When Game of Thrones premiered on HBO on April 17th, 2011, the network didn’t use the poetic but unwieldy name George R.R. Martin gave his densely written book series. The creators simplified: instead of A Song of Ice and Fire, they used a slightly truncated version of the first book’s title A Game of Thrones.
Back in season 1, “game of thrones” was an apt description of the action. The show’s driving force was largely political in nature, with far less of a focus on epic fantasy. Instead of giant battles and dragon-filled set pieces, earlier episodes tended to spend more time on debate-filled council sessions and surreptitious alliance-forming meetings than on epic battles.
But the stakes have escalated dramatically. The second and third seasons continued the “game of thrones” theme, with warring factions vying for the throne after the suspicious death of King Robert Baratheon. That was the most apt era of the show for the title, back when there were five kings running around, facing off in actual martial and political contests over the throne.
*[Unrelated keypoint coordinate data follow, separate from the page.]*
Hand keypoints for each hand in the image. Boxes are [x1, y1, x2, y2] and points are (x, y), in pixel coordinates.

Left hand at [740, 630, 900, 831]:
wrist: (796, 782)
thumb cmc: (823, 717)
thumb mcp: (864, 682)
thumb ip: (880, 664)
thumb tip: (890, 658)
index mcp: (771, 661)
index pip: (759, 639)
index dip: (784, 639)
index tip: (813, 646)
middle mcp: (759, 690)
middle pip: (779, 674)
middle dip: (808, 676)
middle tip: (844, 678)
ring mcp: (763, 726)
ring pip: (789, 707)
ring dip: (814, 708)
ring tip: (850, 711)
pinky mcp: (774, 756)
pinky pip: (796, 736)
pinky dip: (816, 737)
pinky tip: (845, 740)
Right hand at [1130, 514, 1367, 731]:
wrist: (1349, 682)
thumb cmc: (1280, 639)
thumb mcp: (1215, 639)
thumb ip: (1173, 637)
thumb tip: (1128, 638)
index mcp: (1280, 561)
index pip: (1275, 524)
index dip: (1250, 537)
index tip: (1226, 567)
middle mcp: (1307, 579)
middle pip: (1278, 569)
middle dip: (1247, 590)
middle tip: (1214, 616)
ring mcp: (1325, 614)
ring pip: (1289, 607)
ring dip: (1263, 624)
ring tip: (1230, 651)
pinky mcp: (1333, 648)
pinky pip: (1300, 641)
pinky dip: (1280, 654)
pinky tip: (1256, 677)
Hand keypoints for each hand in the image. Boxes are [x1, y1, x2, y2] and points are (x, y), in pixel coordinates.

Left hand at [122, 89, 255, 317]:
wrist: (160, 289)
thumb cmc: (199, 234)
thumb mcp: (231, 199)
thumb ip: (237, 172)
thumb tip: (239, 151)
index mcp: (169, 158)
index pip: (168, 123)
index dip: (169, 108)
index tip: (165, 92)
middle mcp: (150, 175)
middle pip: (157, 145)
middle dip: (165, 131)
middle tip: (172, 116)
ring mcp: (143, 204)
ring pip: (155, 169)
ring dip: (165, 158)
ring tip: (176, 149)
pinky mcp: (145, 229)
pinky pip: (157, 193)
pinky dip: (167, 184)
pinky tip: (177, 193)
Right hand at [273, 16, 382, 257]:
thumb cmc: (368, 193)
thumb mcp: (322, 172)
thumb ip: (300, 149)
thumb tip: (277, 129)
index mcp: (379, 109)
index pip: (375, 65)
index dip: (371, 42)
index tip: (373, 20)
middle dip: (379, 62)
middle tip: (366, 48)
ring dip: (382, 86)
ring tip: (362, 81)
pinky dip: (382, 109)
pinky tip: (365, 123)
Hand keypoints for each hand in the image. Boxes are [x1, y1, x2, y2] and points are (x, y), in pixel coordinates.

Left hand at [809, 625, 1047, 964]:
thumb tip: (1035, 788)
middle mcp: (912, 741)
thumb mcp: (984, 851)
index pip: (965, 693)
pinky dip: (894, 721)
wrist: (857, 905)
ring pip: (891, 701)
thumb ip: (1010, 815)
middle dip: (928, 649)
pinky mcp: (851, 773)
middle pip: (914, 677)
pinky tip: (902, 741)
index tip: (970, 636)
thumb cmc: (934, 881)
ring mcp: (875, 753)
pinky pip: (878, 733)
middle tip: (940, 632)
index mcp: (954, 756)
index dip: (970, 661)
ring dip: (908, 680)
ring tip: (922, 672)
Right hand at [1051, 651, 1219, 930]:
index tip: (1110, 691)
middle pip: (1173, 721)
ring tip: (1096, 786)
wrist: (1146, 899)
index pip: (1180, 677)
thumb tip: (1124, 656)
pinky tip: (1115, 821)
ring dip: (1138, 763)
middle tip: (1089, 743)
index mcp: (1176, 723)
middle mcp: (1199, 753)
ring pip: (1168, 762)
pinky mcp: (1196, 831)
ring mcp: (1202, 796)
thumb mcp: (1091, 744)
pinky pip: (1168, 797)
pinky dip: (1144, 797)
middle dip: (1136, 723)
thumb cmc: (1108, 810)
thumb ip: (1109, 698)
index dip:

But by the time season 4 ended, the contest for the Iron Throne was virtually over — Robert Baratheon’s supposed heir Tommen (and by extension, his mother Cersei Lannister) had gained near-total control over the country of Westeros. Their power was contested in disastrous ways, but Cersei only solidified her status over the next few seasons.
Despite the shifts in power in the south, Game of Thrones has increasingly drawn its focus away from the actual Iron Throne and toward the inevitable fight with the undead White Walkers in the north. Having moved past Martin’s published material and into original scripts, the series has become far flashier, a much more special effects-driven story, more attached to traditional sword-and-sorcery fantasy than Martin’s slow-burning, complicated political gambits, with their scheming and backstabbing.
There have been costs to those jumps. Earlier seasons of the show were more grounded in historical politics and realistic in a sort of alternate-medieval-history sort of way, but each progressive year has seen the show get less subtle and more bombastic. In season 1, for example, the show devoted an entire episode (“The Kingsroad”) to showing the time it took to get from the northern castle of Winterfell to the southern city of King’s Landing. Building an army and crossing the Narrow Sea to invade Westeros took up years of plotlines for upstart queen Daenerys Targaryen. But now, characters teleport across the Seven Kingdoms as if by magic, pinging back and forth between the farthest reaches of the North to King’s Landing and back in no time at all as the rapidly accelerating plot demands.
That’s partially simple narrative progression. Eventually, events had to come to a head in Westeros. That series title that HBO discarded has been promising a war between fire-breathing dragons and ice zombies since the first book was published back in 1996. But the dried-up well of source material has also contributed. As fans of the novels are exceedingly aware, Martin has only written five of the seven promised books that the show is based on. It’s been nearly eight years since he set out to write the sixth book, The Winds of Winter, and the TV series has moved far past his published stories. Without hundreds of pages of Martin’s political intrigue to guide them, it’s no wonder showrunners David Benioff and D.B. Weiss have shifted toward broad strokes and big battles.
The writers have even laid out the shift openly. Last season, in a speech entreating Daenerys to join the North’s fight against the invading White Walkers, Davos Seaworth (Liam Cunningham) addressed the issue head-on: “If we don’t put aside our enmities and band together, we will die. And then it doesn’t matter whose skeleton sits on the Iron Throne.”
The stakes of Game of Thrones have elevated so much that the question of who rules Westeros pales in comparison to the question of whether Westeros can possibly survive. But not everyone has embraced the shift in priorities. Last season ended with Cersei still seeing the White Walkers as a possible weapon in her pointless jockeying to keep the Iron Throne. She’s still playing the game, even if no one else is.
Not that this matters to the title of the show. Game of Thrones has become a recognizable, highly successful brand, and so has the Iron Throne. They’re far too well known for HBO to want to change them, or even de-emphasize them in marketing. At this point, the title Game of Thrones is certainly more recognizable than Martin’s original A Song of Ice and Fire — even if that latter title better reflects what the series has become and what we can most expect from the final season.